Completing the Health Risk Assessment form meticulously can significantly impact the quality of care and support you receive. It's not only about filling out a form but also about ensuring you get the most out of your health plan benefits and services tailored to your individual health needs.

Misconceptions

There are several misconceptions about the Health Risk Assessment form that need to be addressed to ensure all members can complete it accurately and without unnecessary concern. Understanding these misconceptions is vital for maximizing the benefits provided by health plans.

  • It's only about physical health. Many believe the Health Risk Assessment only focuses on physical health. However, it also asks questions related to emotional well-being, making it a comprehensive tool for assessing both physical and mental health needs.
  • Answers will affect my benefits. Some members worry that their responses will impact their benefits. The form explicitly states that answers will be kept private and will not affect benefits in any way, ensuring member security and privacy.
  • It's optional without consequences. While filling out the Health Risk Assessment might seem optional, completing it can significantly help members receive personalized care and support services tailored to their specific needs.
  • Assistance is not available. The misconception that help isn't available for completing the form is common. However, contact information is provided for those who need assistance, including a number for TDD/TTY users, ensuring access for everyone.
  • Language barriers can't be overcome. Some members might think the form is only available in English, discouraging non-English speakers from completing it. The form asks for the member’s preferred language, indicating support is available in multiple languages to accommodate diverse members.

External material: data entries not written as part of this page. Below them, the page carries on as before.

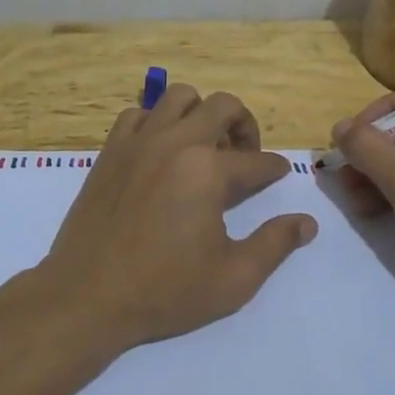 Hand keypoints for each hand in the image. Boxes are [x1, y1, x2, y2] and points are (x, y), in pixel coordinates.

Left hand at [44, 85, 318, 352]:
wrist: (87, 297)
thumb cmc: (164, 292)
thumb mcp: (233, 279)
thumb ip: (275, 245)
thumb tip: (307, 222)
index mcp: (208, 171)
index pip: (257, 160)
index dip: (275, 169)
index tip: (279, 176)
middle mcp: (175, 142)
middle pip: (223, 106)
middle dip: (245, 125)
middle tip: (245, 156)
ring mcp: (138, 142)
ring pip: (179, 97)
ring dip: (201, 113)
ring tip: (205, 145)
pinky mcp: (110, 151)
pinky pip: (137, 113)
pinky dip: (155, 121)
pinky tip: (160, 151) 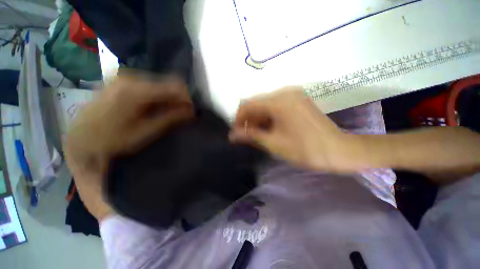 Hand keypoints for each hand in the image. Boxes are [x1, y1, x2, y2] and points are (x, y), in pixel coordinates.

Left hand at [66, 74, 193, 220]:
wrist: (81, 138)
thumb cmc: (112, 140)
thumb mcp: (146, 132)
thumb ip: (171, 118)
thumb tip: (192, 111)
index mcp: (137, 91)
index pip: (175, 87)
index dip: (187, 99)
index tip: (191, 111)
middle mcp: (131, 78)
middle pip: (168, 83)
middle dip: (178, 99)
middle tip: (181, 114)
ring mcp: (125, 78)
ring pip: (159, 85)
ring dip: (168, 99)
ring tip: (168, 114)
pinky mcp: (122, 81)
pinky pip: (149, 86)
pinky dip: (157, 97)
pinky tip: (154, 109)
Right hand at [229, 87, 358, 171]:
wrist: (338, 151)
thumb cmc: (305, 149)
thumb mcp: (274, 143)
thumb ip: (251, 136)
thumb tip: (232, 135)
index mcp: (279, 102)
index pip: (248, 104)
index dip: (238, 118)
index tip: (236, 131)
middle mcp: (285, 93)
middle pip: (257, 103)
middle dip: (248, 119)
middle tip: (246, 135)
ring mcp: (293, 95)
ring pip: (266, 105)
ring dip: (258, 118)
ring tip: (256, 134)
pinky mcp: (298, 101)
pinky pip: (276, 106)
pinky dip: (269, 117)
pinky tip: (268, 128) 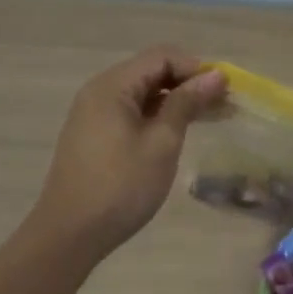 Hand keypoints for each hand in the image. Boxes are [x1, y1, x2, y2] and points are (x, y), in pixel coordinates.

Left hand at [31, 47, 227, 259]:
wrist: (68, 236)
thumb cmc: (120, 187)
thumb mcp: (161, 143)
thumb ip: (186, 103)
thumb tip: (215, 75)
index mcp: (113, 86)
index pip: (162, 57)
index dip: (196, 68)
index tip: (225, 90)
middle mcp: (100, 91)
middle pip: (152, 71)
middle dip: (189, 83)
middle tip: (224, 104)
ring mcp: (95, 114)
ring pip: (144, 93)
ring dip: (177, 101)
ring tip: (211, 117)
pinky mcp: (95, 135)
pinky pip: (133, 111)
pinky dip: (159, 116)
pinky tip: (181, 131) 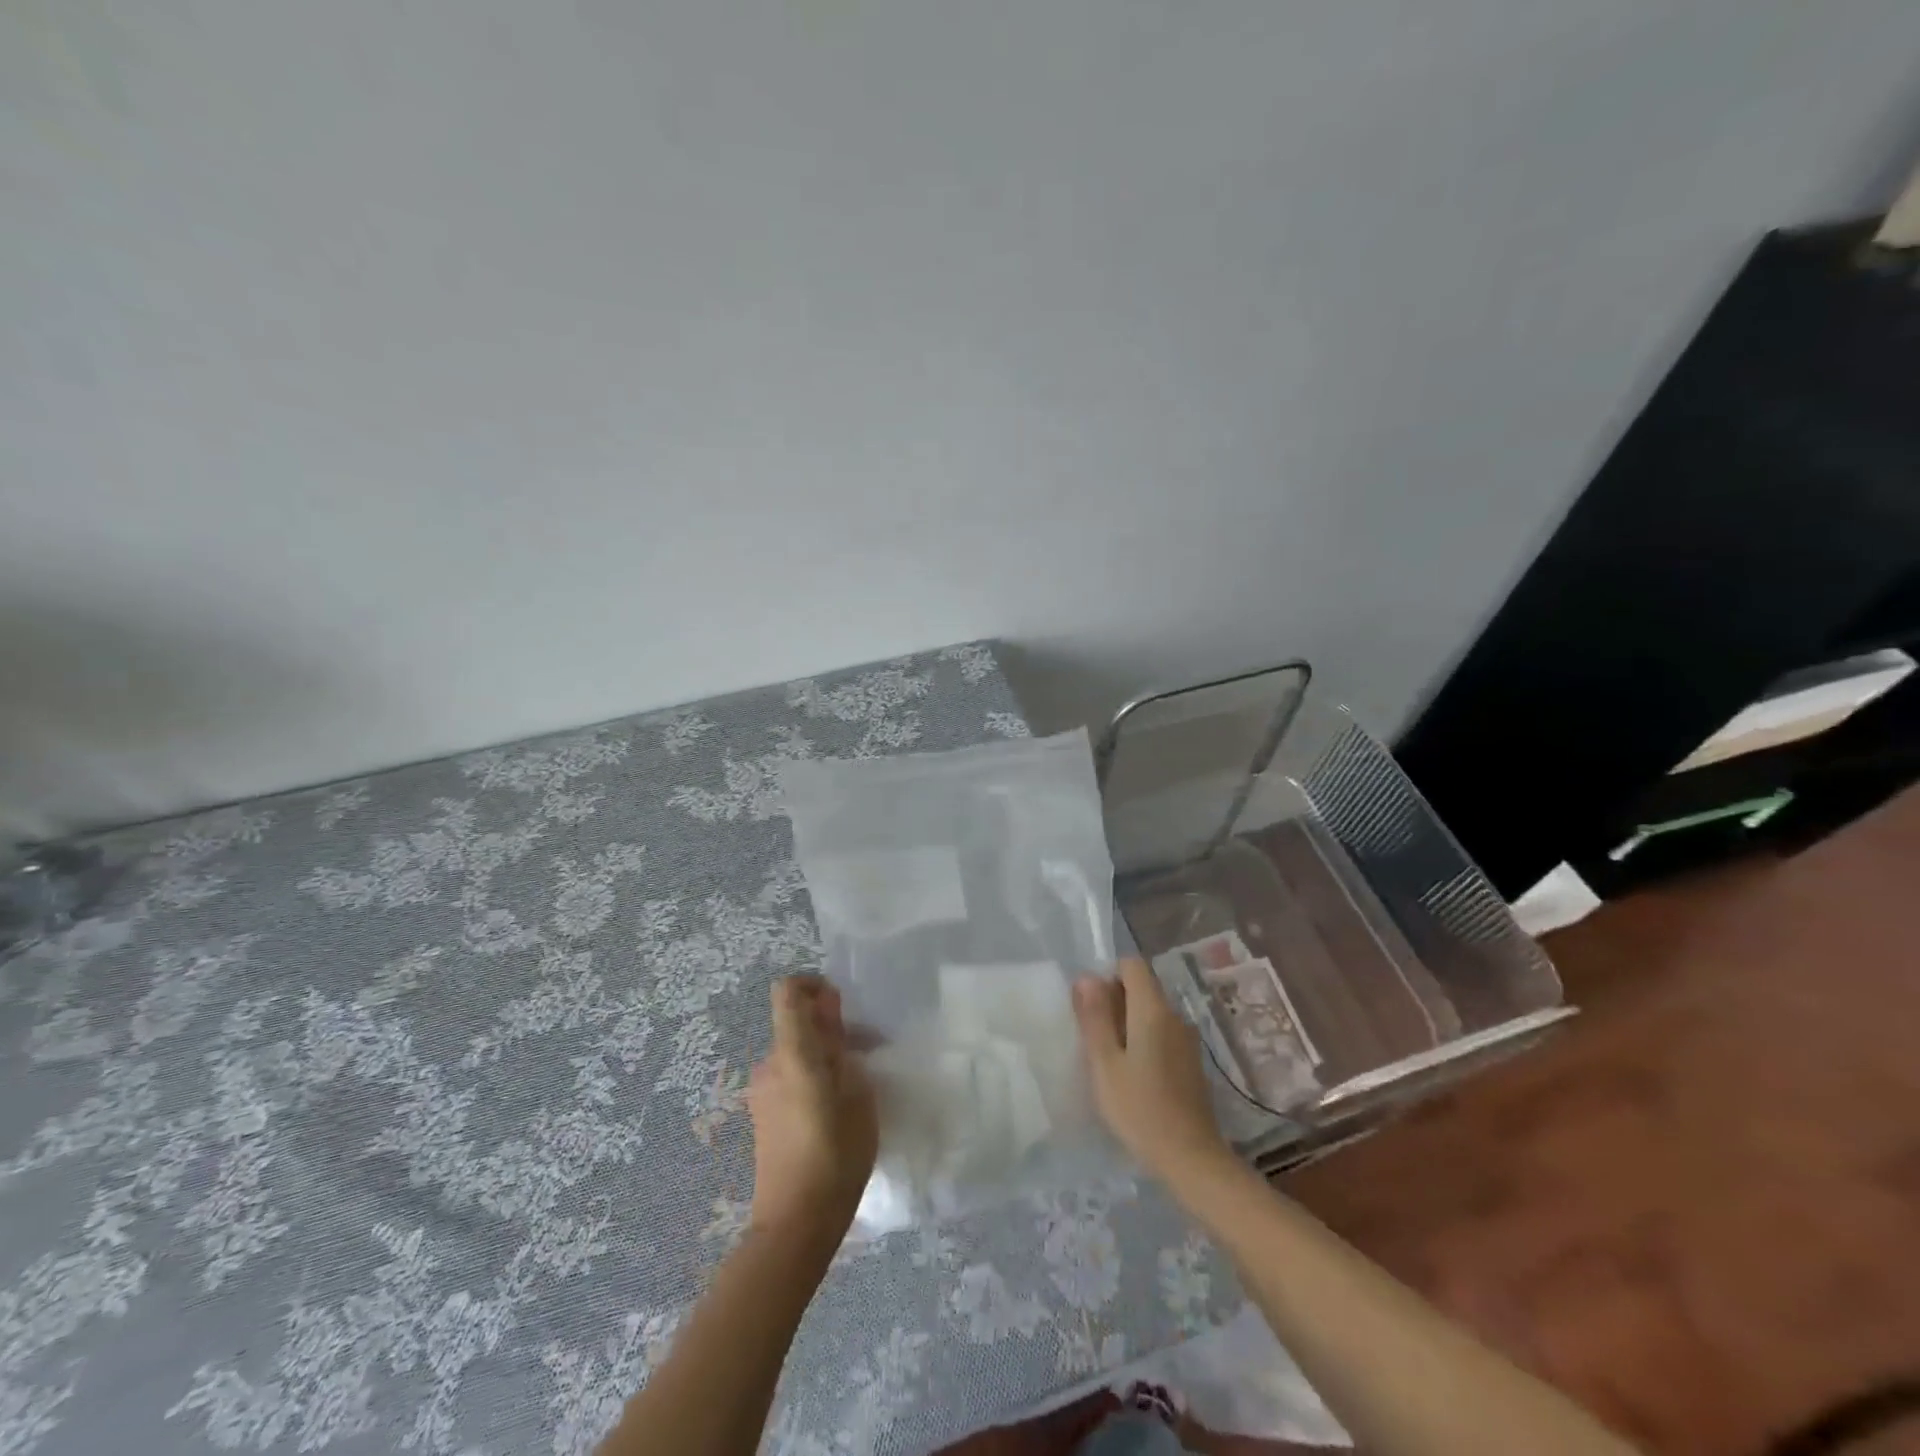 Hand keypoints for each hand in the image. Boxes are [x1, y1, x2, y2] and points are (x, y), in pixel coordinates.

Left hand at [746, 974, 878, 1247]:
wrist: (795, 1224)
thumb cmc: (836, 1152)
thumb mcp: (855, 1092)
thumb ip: (838, 1043)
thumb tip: (829, 1006)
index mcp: (792, 1052)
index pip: (788, 992)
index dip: (813, 985)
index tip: (841, 1006)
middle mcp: (769, 1064)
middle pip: (796, 1025)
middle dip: (830, 1030)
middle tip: (867, 1055)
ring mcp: (761, 1092)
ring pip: (795, 1054)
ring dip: (823, 1058)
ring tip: (857, 1088)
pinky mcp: (762, 1116)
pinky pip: (789, 1079)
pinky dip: (811, 1080)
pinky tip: (836, 1112)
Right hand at [1073, 958, 1230, 1181]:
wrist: (1191, 1158)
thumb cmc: (1140, 1109)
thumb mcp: (1105, 1063)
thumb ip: (1095, 1017)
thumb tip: (1086, 976)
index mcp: (1153, 1010)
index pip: (1132, 965)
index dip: (1108, 976)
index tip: (1092, 1008)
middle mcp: (1174, 1015)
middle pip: (1142, 987)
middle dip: (1114, 1002)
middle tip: (1094, 1039)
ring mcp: (1186, 1039)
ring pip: (1150, 1012)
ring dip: (1127, 1024)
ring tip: (1109, 1060)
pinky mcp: (1191, 1061)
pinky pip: (1161, 1034)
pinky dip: (1143, 1041)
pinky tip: (1132, 1075) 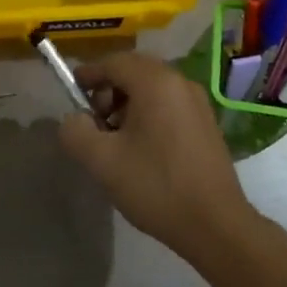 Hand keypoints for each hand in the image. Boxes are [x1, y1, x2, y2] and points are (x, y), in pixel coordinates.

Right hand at [58, 52, 259, 257]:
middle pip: (134, 72)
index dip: (88, 74)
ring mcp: (198, 103)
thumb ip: (75, 132)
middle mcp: (180, 83)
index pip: (114, 62)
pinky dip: (148, 115)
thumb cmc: (156, 186)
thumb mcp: (102, 161)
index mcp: (156, 83)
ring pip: (152, 89)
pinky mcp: (206, 124)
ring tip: (115, 141)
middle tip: (94, 124)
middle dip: (108, 91)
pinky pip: (168, 105)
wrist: (215, 224)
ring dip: (127, 105)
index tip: (72, 94)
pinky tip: (141, 150)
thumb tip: (75, 119) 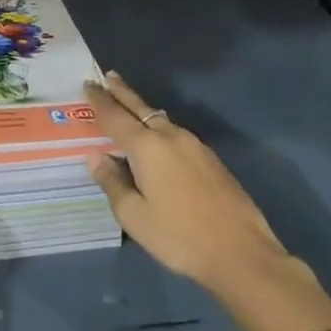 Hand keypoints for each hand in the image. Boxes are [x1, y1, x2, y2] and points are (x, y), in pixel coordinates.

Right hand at [83, 71, 290, 298]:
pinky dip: (158, 126)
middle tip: (108, 76)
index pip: (115, 116)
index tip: (88, 84)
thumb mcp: (134, 215)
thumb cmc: (180, 236)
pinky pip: (175, 133)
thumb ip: (111, 182)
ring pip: (160, 119)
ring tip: (128, 105)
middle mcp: (170, 136)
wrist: (243, 255)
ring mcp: (195, 146)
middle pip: (140, 107)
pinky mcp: (211, 160)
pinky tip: (157, 138)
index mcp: (147, 146)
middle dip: (122, 92)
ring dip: (141, 109)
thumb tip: (95, 156)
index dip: (99, 100)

It is crucial for members to understand these aspects of the Health Risk Assessment form to ensure they can complete it confidently and accurately. This ensures the health plan can provide the most relevant and supportive services to meet each member's specific health needs.

Key takeaways

Understanding the Health Risk Assessment (HRA) form is crucial for ensuring that your healthcare needs are accurately identified and met. Here are key takeaways about filling out and using the HRA form:

  1. Completing the HRA form is a stepping stone for members of Passport Health Plan to receive customized health benefits and access to special programs.
  2. Your privacy is paramount. Answers on the HRA form are confidential and will not impact your current benefits negatively.
  3. Assistance is readily available for anyone who might find the form challenging. Passport Health Plan provides specific phone numbers for general assistance and TDD/TTY users.
  4. It is essential to provide accurate contact information, including your Passport Health Plan ID number, to ensure seamless communication and service provision.
  5. Specifying your primary care provider (PCP) is vital, as it helps in coordinating your healthcare efficiently. If you need help selecting or reaching out to a PCP, the form offers options to request assistance.
  6. Language preference, gender, race, and ethnicity fields respect your identity and help in tailoring services that are sensitive to your cultural context.
  7. The form covers a broad spectrum of health queries, including physical and behavioral health, to provide a comprehensive health overview to your healthcare providers.
  8. Preventive health sections inquire about vaccinations, screenings, and other preventative measures to ensure you're up-to-date, catering to both general and gender-specific health needs.

Remember, filling out the Health Risk Assessment form accurately is key to getting the most out of your health plan and ensures that the healthcare services you receive are tailored to your unique health needs.